Why do you need a type constructor for record types, except what is your habit in Haskell?
In Haskell, records are not exactly first-class constructs: they are more like syntactic sugar on top of tuples. You can define the name of the record field, use them as accessories and perform a partial update of the record, but this frees you from accessing the positions in simple tuples. Therefore, the name of the constructor must be reported to one record from another after desugaring: if you did not have the name of the constructor, two records with different field names, but the same field types will desugar into equivalent types, which would be bad.
In OCaml, entries are a primitive concept, and they have their own identity. Therefore, they do not need a head constructor to distinguish them from tuples or records of the same field types. I donβt understand why you would like to add a head constructor, as it is in more detail, without giving more information or helping expressiveness.
Why don't you have a constructor type for a record type in the same way you could for a tuple type (as shown below)?

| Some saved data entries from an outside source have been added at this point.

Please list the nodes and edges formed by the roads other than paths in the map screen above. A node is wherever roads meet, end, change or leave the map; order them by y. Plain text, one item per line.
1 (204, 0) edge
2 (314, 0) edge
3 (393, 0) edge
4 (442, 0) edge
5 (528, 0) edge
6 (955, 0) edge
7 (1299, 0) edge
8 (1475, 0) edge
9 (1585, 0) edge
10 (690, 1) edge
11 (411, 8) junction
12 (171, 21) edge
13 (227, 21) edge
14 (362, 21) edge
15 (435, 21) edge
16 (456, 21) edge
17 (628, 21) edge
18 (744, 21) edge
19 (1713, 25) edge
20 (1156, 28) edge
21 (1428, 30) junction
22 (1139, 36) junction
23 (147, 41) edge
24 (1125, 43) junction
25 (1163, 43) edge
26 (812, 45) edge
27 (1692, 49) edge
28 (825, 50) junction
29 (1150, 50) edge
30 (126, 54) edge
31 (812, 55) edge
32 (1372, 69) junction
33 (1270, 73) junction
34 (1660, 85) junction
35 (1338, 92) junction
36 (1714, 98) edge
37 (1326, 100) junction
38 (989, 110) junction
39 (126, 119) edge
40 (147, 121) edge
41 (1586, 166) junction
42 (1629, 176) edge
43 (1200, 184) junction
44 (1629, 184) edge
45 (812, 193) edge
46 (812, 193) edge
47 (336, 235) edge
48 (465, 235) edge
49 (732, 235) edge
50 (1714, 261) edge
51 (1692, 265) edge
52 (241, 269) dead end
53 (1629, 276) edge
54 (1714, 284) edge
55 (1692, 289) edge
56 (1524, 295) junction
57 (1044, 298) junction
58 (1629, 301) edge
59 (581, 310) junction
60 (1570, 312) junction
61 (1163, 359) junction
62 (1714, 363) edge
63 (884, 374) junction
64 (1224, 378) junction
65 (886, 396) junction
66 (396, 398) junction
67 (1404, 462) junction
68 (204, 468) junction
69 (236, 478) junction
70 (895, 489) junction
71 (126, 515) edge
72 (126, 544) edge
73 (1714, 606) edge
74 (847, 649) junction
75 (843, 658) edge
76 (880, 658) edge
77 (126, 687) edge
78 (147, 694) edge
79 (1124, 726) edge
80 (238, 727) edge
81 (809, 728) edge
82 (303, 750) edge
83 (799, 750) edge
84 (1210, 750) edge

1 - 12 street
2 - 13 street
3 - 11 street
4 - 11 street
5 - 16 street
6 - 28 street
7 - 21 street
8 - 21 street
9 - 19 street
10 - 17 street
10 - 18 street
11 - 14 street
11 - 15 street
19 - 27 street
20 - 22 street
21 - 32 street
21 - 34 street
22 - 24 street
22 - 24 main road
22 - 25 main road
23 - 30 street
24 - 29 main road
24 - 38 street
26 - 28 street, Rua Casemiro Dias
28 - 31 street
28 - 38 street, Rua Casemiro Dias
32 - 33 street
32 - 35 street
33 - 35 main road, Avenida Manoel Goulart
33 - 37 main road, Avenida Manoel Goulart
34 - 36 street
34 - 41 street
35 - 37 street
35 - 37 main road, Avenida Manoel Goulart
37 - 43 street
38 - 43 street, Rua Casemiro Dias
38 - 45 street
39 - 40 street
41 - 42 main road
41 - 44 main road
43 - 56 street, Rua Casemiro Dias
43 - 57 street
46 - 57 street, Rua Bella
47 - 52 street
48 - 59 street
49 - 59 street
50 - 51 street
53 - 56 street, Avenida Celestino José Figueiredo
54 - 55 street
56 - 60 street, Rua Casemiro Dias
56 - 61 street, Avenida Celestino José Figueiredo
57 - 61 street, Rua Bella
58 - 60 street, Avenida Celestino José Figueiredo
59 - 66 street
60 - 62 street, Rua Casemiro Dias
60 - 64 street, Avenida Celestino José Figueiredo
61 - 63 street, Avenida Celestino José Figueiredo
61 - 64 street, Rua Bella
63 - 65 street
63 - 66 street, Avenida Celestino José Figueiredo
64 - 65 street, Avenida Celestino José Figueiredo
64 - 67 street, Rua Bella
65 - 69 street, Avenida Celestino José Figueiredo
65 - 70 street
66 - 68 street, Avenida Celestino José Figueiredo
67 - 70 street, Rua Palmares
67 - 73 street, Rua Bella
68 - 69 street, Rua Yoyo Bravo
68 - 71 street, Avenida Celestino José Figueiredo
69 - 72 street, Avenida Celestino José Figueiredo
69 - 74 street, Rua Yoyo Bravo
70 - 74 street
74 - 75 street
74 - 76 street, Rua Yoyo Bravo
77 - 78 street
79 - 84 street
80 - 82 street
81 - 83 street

Be careful! In the example that you are showing, there is no tuple, only the type of the sum with several parameters. Foo of bar * baz is not the same as Foo of (bar * baz) : the first constructor has two parameters, and the last constructor has only one parameter, which is a tuple. This differentiation is performed for performance reasons (in memory, both parameters are packed together with the constructor tag, while the tuple creates an indirection pointer). Using tuples instead of multiparameters is somewhat more flexible: you can match both Foo (x, y) -> ... and Foo p -> ... , and the latter are not available for multiparameter constructors.
There is no asymmetry between tuples and records, since none of them has a special status in a construction such as a sum, which is just the sum of the constructors of an arbitrary arity. However, it is easier to use tuples as parameter types for constructors, since tuple types do not have to be declared for use. For instance. some people asked to write
type foo = | Foo of { x : int; y : int } | Bar of { z : foo list }
instead of the current
type foo = Foo of foo_t | Bar of bar_t and foo_t = { x : int; y : int } and bar_t = { z : foo list }
Your request is a specific (and not very interesting) case of this question. However, even with this shorthand syntax, there is still one pointer to a pointer between the constructor and the data, which makes this style unattractive for performance-oriented programs. What might be useful is the ability to have named constructor parameters.
PS: I'm not saying that choosing Haskell from desugaring records in tuples is bad. By translating one function into another, you reduce the redundancy / overlap of concepts. Nevertheless, I personally think that it would be more natural to select tuples in a record (with numerical field names, as was done, for example, in Oz). In programming a programming language, there are often no "good" and "bad" options, only different compromises.